## EXERCISE
Look through the material below and count the lines that hold "Cleveland". Give that number by itself.

## INPUT MATERIAL
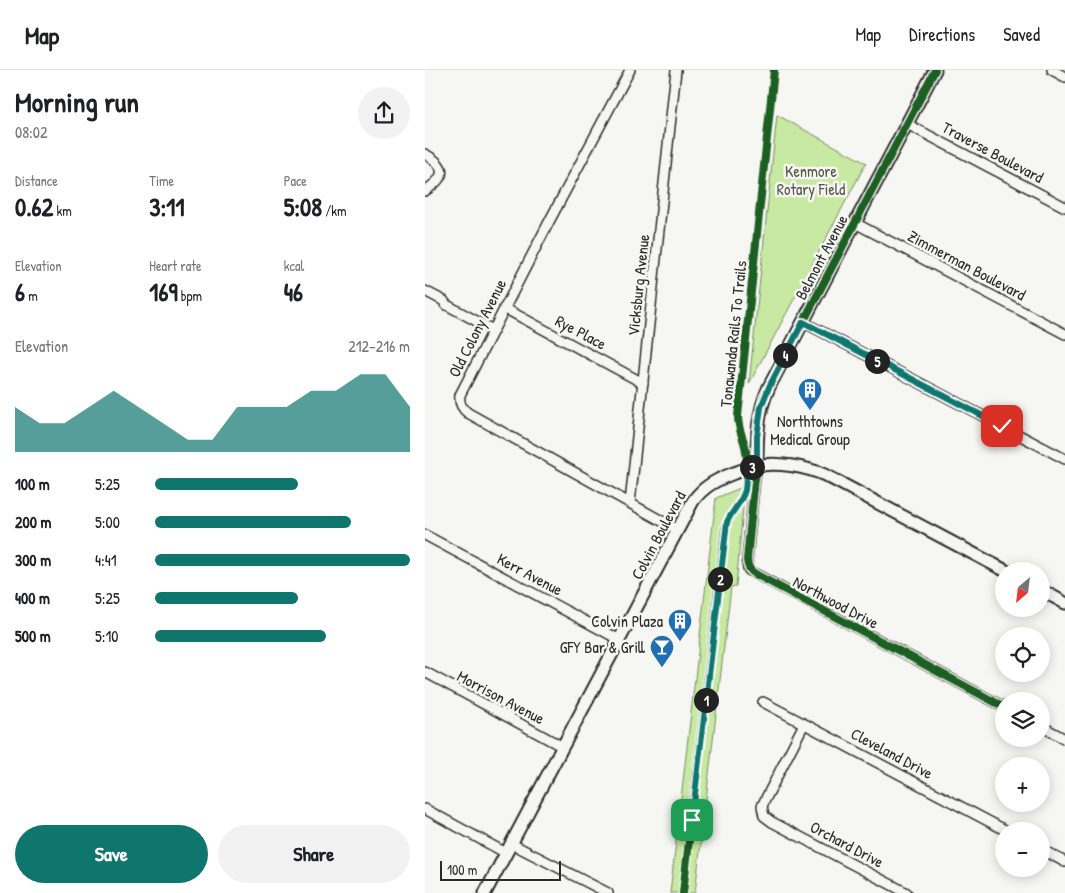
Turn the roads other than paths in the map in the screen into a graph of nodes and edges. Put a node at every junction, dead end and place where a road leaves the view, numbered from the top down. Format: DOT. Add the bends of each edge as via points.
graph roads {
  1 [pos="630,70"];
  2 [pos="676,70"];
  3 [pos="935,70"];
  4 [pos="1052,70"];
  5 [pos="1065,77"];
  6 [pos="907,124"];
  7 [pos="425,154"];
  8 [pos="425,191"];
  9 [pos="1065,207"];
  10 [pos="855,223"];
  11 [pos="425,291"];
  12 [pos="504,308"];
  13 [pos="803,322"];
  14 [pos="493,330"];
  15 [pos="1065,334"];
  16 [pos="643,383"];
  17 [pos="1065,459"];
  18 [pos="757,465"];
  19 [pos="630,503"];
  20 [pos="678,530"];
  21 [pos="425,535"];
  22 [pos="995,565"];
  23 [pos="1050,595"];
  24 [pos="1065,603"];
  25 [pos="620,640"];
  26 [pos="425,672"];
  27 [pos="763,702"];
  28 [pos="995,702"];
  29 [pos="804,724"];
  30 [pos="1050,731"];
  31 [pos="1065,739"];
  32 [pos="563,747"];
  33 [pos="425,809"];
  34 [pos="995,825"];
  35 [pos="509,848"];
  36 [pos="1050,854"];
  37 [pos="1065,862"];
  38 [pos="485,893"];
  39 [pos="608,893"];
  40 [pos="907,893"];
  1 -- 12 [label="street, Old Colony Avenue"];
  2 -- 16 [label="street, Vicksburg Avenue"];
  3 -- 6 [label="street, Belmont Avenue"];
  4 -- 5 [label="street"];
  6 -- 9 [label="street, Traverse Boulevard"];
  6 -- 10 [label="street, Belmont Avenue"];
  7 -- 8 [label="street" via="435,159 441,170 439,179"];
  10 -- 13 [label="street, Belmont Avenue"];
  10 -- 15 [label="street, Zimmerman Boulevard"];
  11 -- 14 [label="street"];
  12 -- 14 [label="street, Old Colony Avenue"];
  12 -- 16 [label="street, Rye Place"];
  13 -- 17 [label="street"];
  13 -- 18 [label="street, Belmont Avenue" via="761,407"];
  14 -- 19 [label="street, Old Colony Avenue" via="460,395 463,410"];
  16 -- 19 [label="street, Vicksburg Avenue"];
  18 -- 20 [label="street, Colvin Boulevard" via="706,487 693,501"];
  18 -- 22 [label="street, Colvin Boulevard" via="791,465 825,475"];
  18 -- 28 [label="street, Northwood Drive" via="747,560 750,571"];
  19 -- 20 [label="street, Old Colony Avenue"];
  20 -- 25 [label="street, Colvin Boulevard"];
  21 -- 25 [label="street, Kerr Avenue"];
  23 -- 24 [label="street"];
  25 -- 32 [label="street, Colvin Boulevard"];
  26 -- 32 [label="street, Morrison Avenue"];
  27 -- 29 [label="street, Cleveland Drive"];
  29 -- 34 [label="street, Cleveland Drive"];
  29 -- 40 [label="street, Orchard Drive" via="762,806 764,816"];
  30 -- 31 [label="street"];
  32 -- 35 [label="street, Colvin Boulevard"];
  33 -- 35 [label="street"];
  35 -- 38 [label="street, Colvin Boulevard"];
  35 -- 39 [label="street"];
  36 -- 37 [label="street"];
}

## FINISHED EXERCISE
2